Strategy’s operational software business is dwarfed by its treasury position and generates minimal cash flow relative to its obligations. The company has reported three consecutive quarters of losses tied to Bitcoin price declines, including a $12.5 billion net loss in Q1 2026. On May 5, 2026, executive chairman Michael Saylor explicitly broke from his five-year “never sell Bitcoin” mantra during the Q1 earnings call, telling analysts that Strategy might sell some Bitcoin to fund dividends. He revised the framing within days to “never be a net seller” and “buy 10 to 20 Bitcoin for every one sold,” but the directional shift is real. Polymarket’s odds of Strategy selling any Bitcoin by year-end jumped from 13% before the call to 87% after.

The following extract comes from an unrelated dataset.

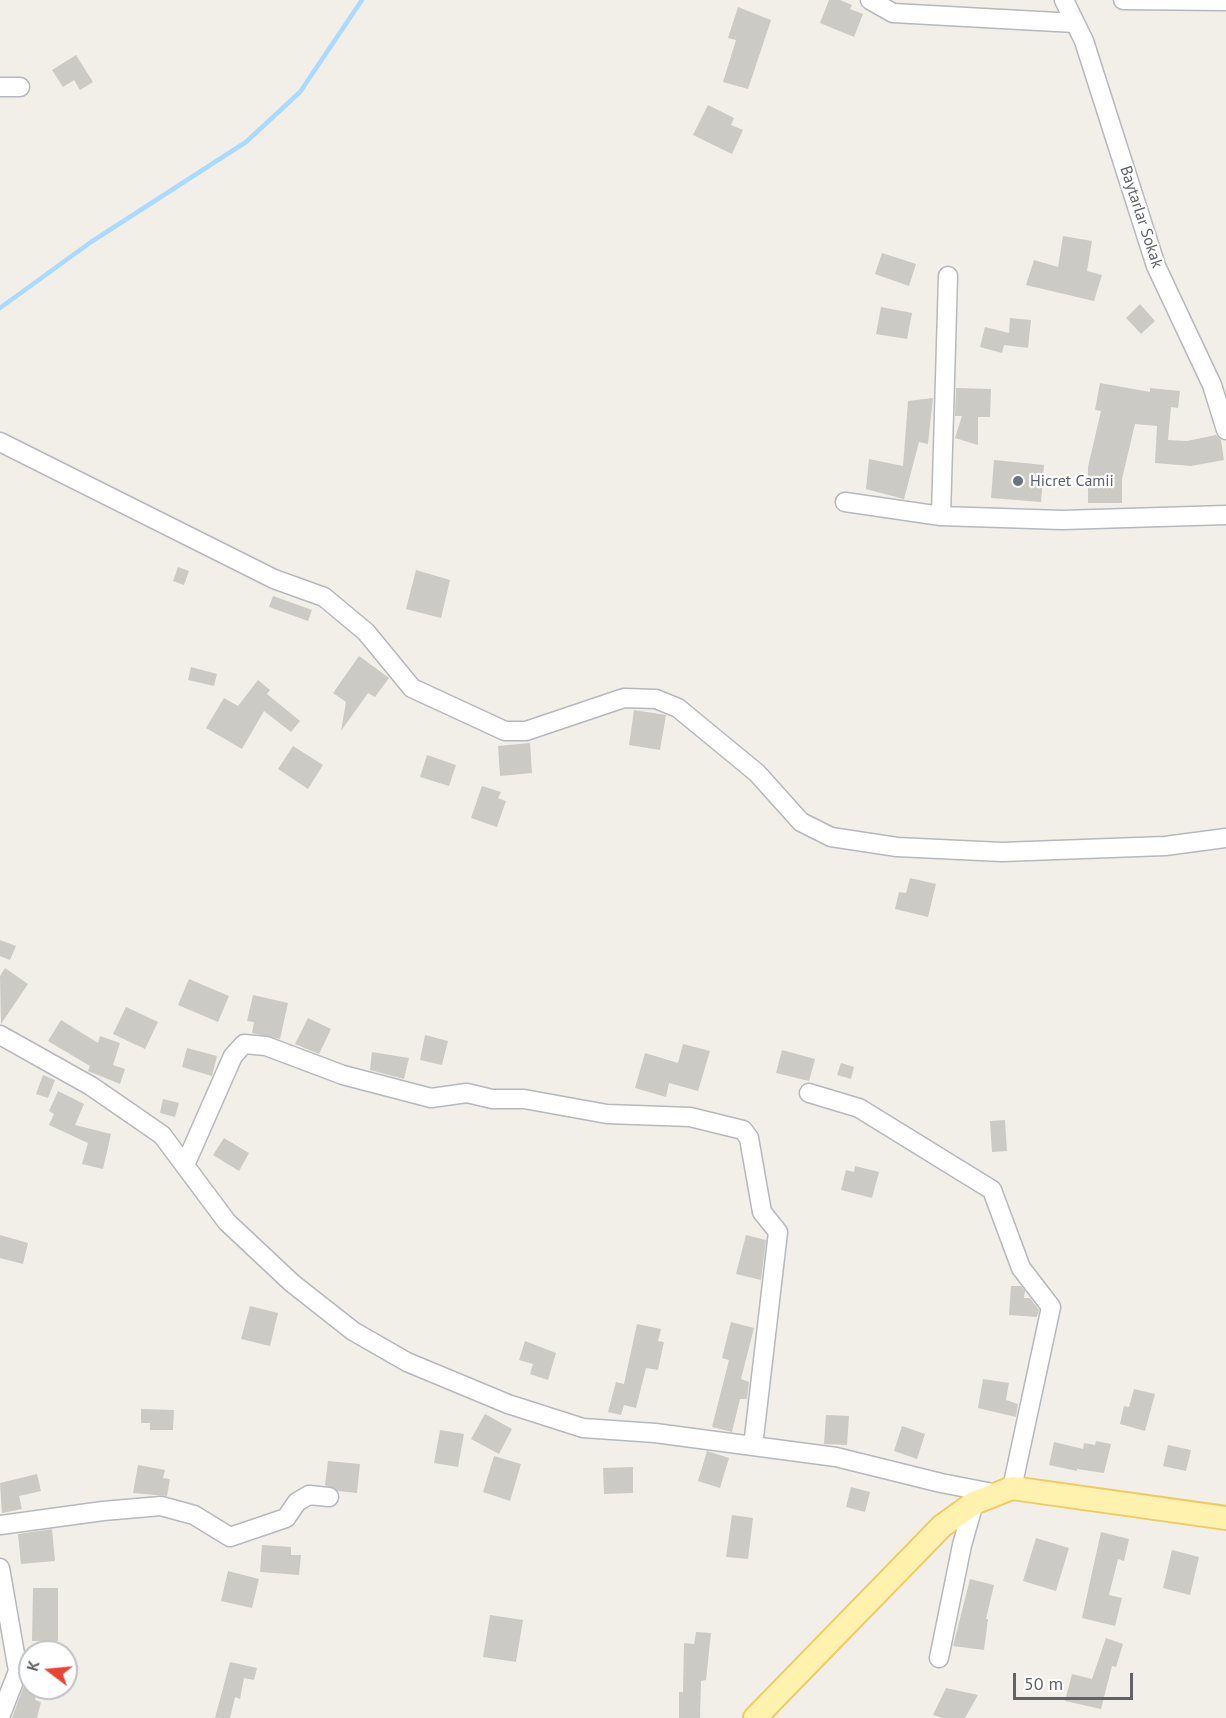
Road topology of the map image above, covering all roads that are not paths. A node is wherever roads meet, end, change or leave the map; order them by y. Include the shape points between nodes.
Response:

The structural reality is straightforward. Strategy’s ability to continue accumulating Bitcoin depends on its ability to issue new debt or preferred stock at terms it can service. On the Q1 2026 earnings call, Saylor articulated the model’s breakeven explicitly: Bitcoin needs to appreciate at approximately 2.3% annually for Strategy’s existing holdings to cover STRC dividend obligations indefinitely without selling common stock. That figure has been reported widely and reflects Saylor’s own published math, but it is one of three conditions that must hold simultaneously. The mNAV premium must stay above approximately 1.22x to justify continued issuance, demand for STRC preferred stock must hold up, and Bitcoin must clear the 2.3% threshold. None of these are catastrophic risks individually, and the 2.3% rate is well below Bitcoin’s historical average. But the rate is also a moving target. STRC’s effective dividend yield has climbed from 9% at launch to 11.5% after seven monthly hikes, which raises the breakeven over time. There is no organic income stream from the underlying asset to fund operations. Strategy must successfully refinance, reissue, or convert to maintain its position.
BitMine Immersion Technologies operates from a fundamentally different posture. As of the most recent disclosures, BMNR holds approximately 3.6 to 5.2 million ETH, depending on the reporting period, with effectively zero debt. The company holds between $400 million and $1 billion in unencumbered cash. Roughly 69% of its ETH holdings are actively staked, generating an estimated $400 million in annual staking revenue through its dedicated MAVAN (Made-in-America Validator Network) infrastructure.
The structural difference is that BMNR generates native yield from its underlying asset. Staking rewards compound regardless of ETH’s spot price. The company does not need to roll debt, refinance preferred stock, or maintain an mNAV premium to fund operations. It can be a passive holder generating cash flow indefinitely, or it can deploy capital actively. The $200 million investment in MrBeast’s Beast Industries in January 2026, alongside the planned “MrBeast Financial” DeFi platform that will be built on Ethereum, represents the latter. BMNR is using its treasury position to participate in and accelerate Ethereum’s economic ecosystem rather than simply hold the asset.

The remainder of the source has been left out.